**Problem description**
A faithful copy of the listing below is needed, with its pictures left out.

--- START ---

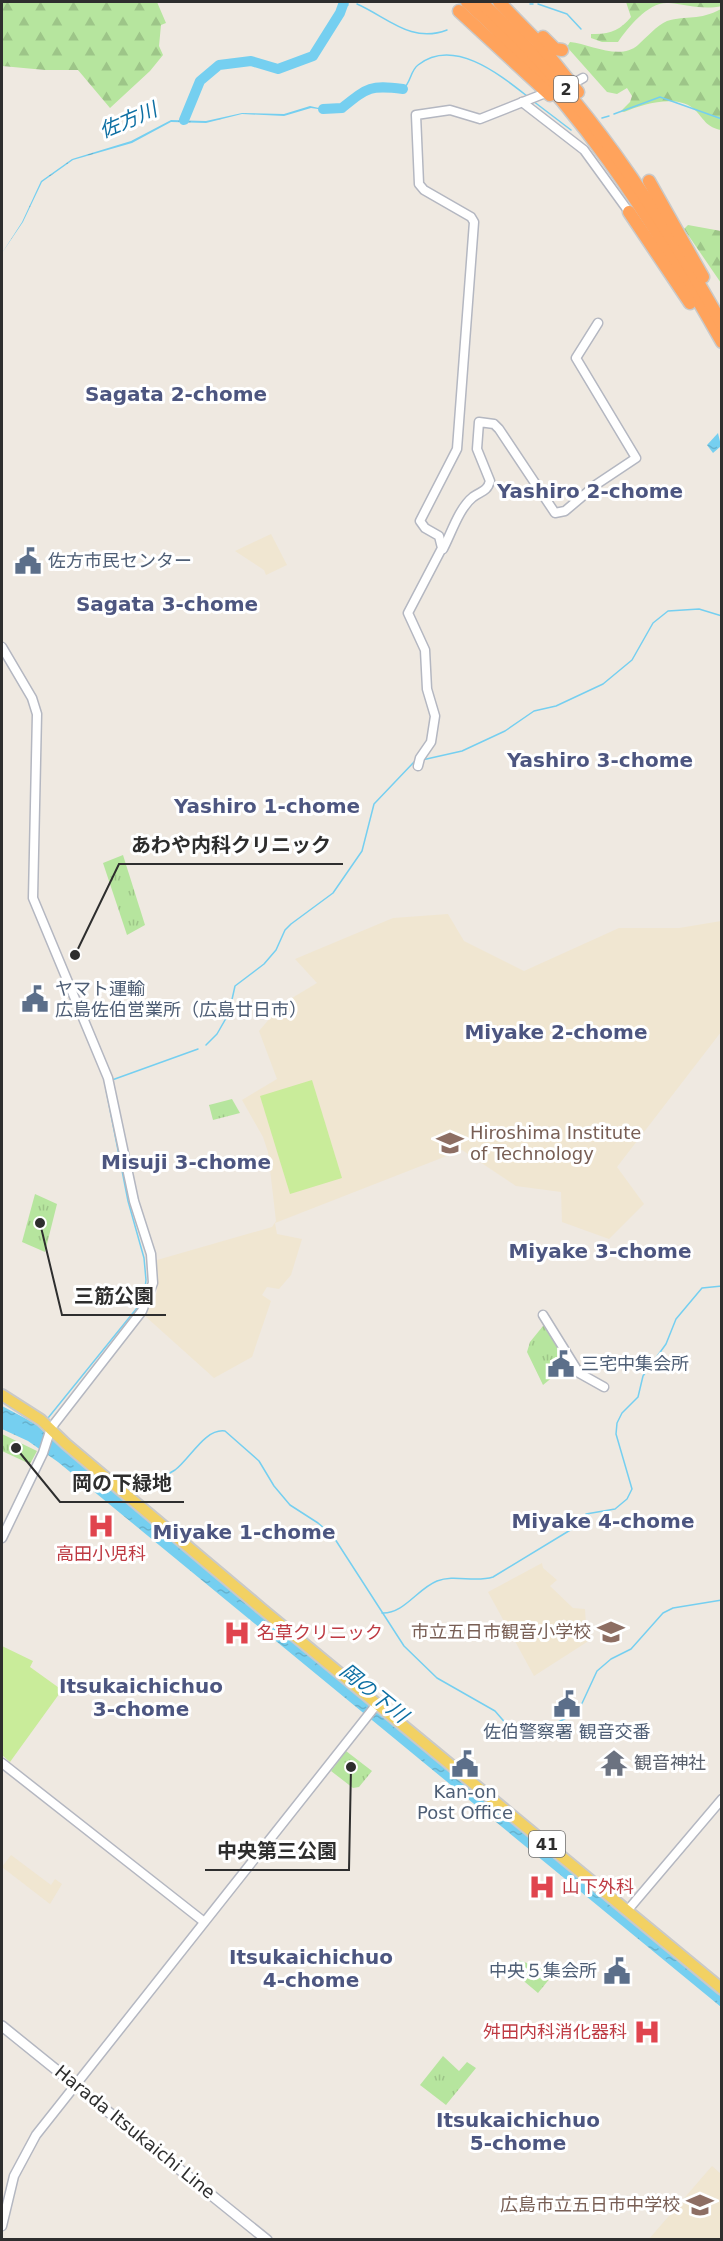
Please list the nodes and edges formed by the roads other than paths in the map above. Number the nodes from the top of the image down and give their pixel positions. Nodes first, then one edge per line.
1 (481, 2) edge
2 (499, 2) edge
3 (505, 2) edge
4 (463, 6) edge
5 (562, 50) dead end
6 (543, 94) dead end
7 (522, 102) junction
8 (644, 184) junction
9 (629, 212) joint
10 (722, 313) edge
11 (598, 323) dead end
12 (722, 324) edge
13 (721, 342) edge
14 (441, 552) junction
15 (2, 647) edge
16 (419, 763) dead end
17 (543, 1315) dead end
18 (604, 1387) dead end
19 (2, 1395) edge
20 (47, 1424) junction
21 (2, 1538) edge
22 (375, 1705) junction
23 (2, 1763) edge
24 (722, 1799) edge
25 (627, 1911) junction
26 (203, 1921) junction
27 (722, 1989) edge
28 (2, 2026) edge
29 (75, 2085) junction
30 (2, 2226) edge
31 (267, 2240) edge

1 - 8 highway, 2
2 - 8 highway, 2
3 - 5 highway, 2
4 - 13 highway, 2
6 - 7 street
7 - 9 street
7 - 14 street
8 - 10 highway
8 - 12 highway, 2
9 - 13 highway
11 - 14 street
14 - 16 street
15 - 20 street
17 - 18 street
19 - 20 main road, 41
20 - 21 street
20 - 22 main road, 41
22 - 25 main road, 41
22 - 26 street
23 - 26 street
24 - 25 street
25 - 27 main road, 41
26 - 29 street
28 - 29 main road, Harada Itsukaichi Line
29 - 30 street
29 - 31 main road, Harada Itsukaichi Line

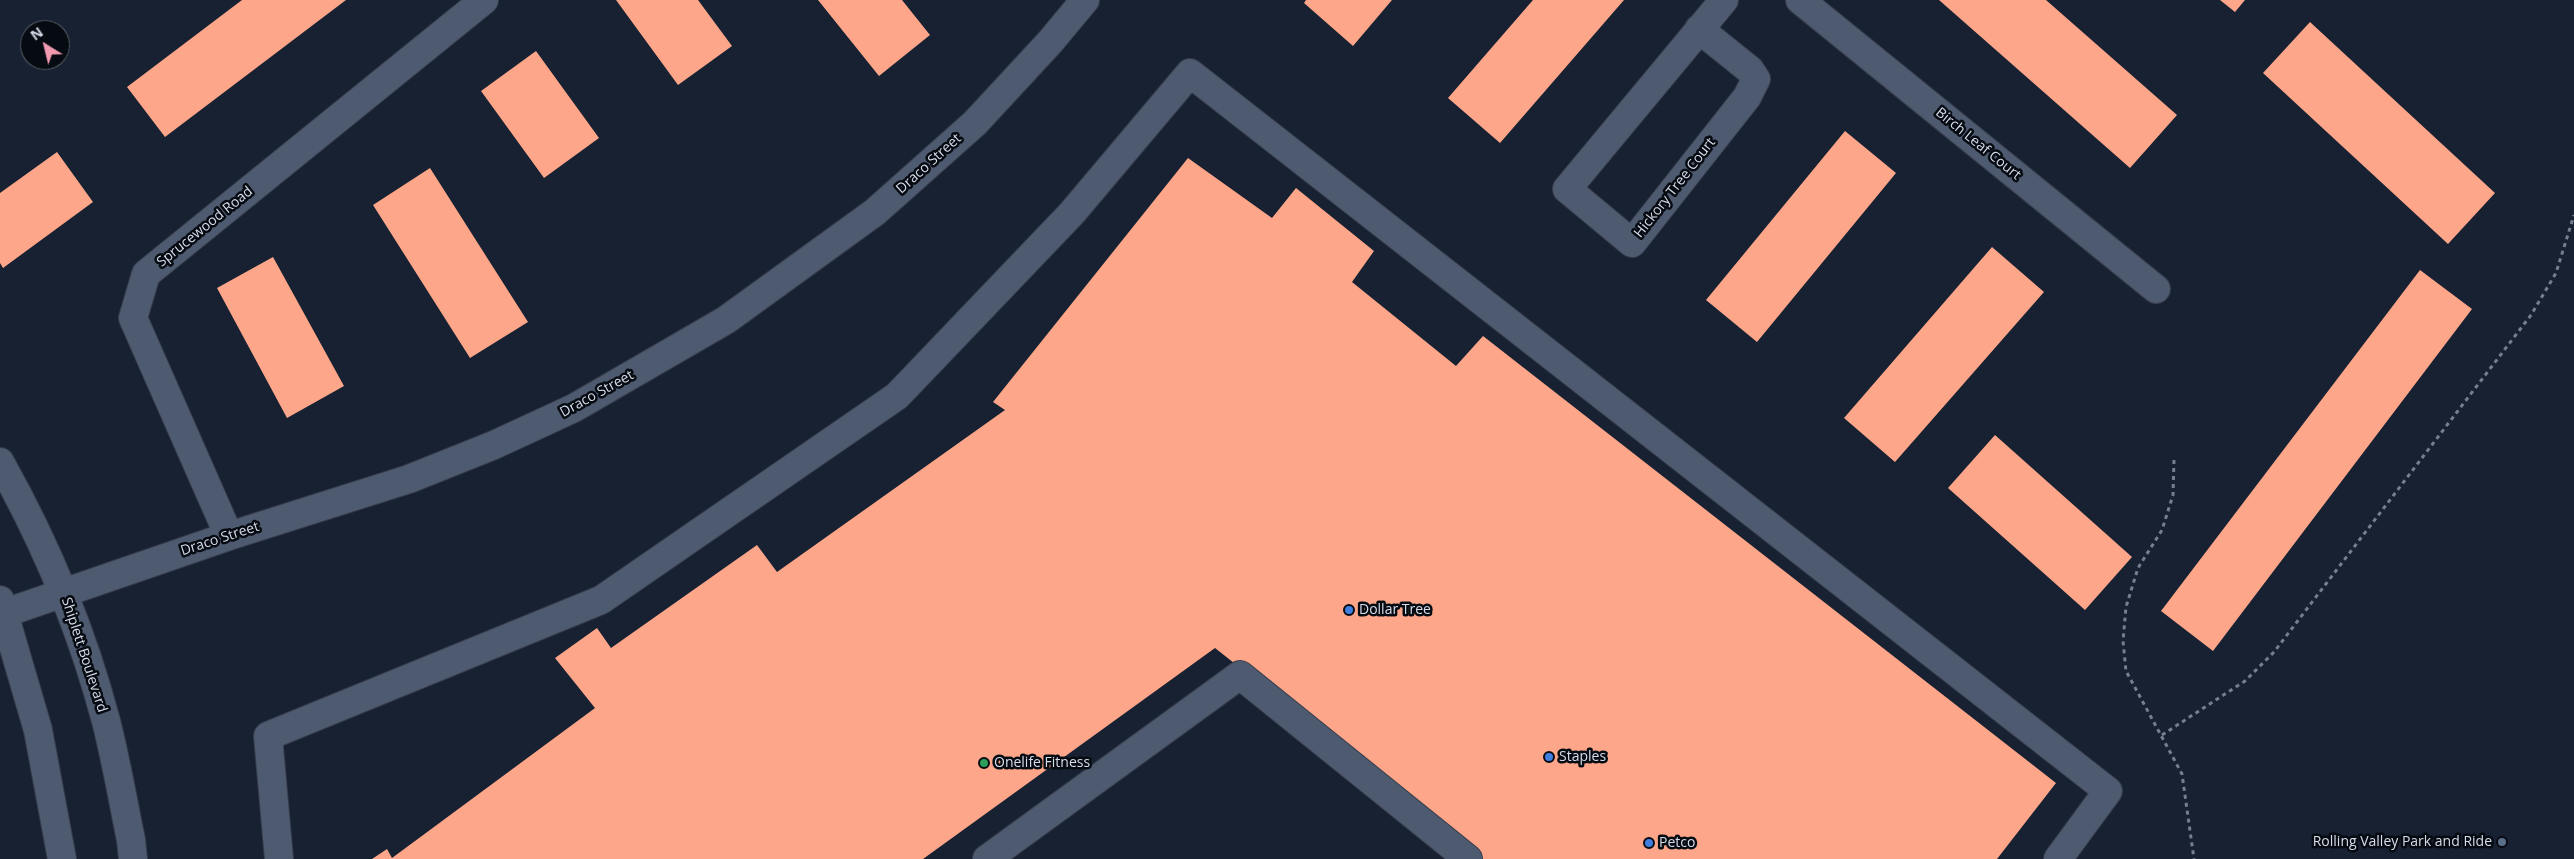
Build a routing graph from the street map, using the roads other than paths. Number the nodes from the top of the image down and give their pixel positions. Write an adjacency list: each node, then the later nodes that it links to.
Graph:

--- END ---

**Answer for this exercise**
Please list the nodes and edges formed by the roads other than paths in the map above. Number the nodes from the top of the image down and give their pixel positions. Nodes first, then one edge per line.
1 (481, 2) edge
2 (499, 2) edge
3 (505, 2) edge
4 (463, 6) edge
5 (562, 50) dead end
6 (543, 94) dead end
7 (522, 102) junction
8 (644, 184) junction
9 (629, 212) joint
10 (722, 313) edge
11 (598, 323) dead end
12 (722, 324) edge
13 (721, 342) edge
14 (441, 552) junction
15 (2, 647) edge
16 (419, 763) dead end
17 (543, 1315) dead end
18 (604, 1387) dead end
19 (2, 1395) edge
20 (47, 1424) junction
21 (2, 1538) edge
22 (375, 1705) junction
23 (2, 1763) edge
24 (722, 1799) edge
25 (627, 1911) junction
26 (203, 1921) junction
27 (722, 1989) edge
28 (2, 2026) edge
29 (75, 2085) junction
30 (2, 2226) edge
31 (267, 2240) edge

1 - 8 highway, 2
2 - 8 highway, 2
3 - 5 highway, 2
4 - 13 highway, 2
6 - 7 street
7 - 9 street
7 - 14 street
8 - 10 highway
8 - 12 highway, 2
9 - 13 highway
11 - 14 street
14 - 16 street
15 - 20 street
17 - 18 street
19 - 20 main road, 41
20 - 21 street
20 - 22 main road, 41
22 - 25 main road, 41
22 - 26 street
23 - 26 street
24 - 25 street
25 - 27 main road, 41
26 - 29 street
28 - 29 main road, Harada Itsukaichi Line
29 - 30 street
29 - 31 main road, Harada Itsukaichi Line

Build a routing graph from the street map, using the roads other than paths. Number the nodes from the top of the image down and give their pixel positions. Write an adjacency list: each node, then the later nodes that it links to.
Graph:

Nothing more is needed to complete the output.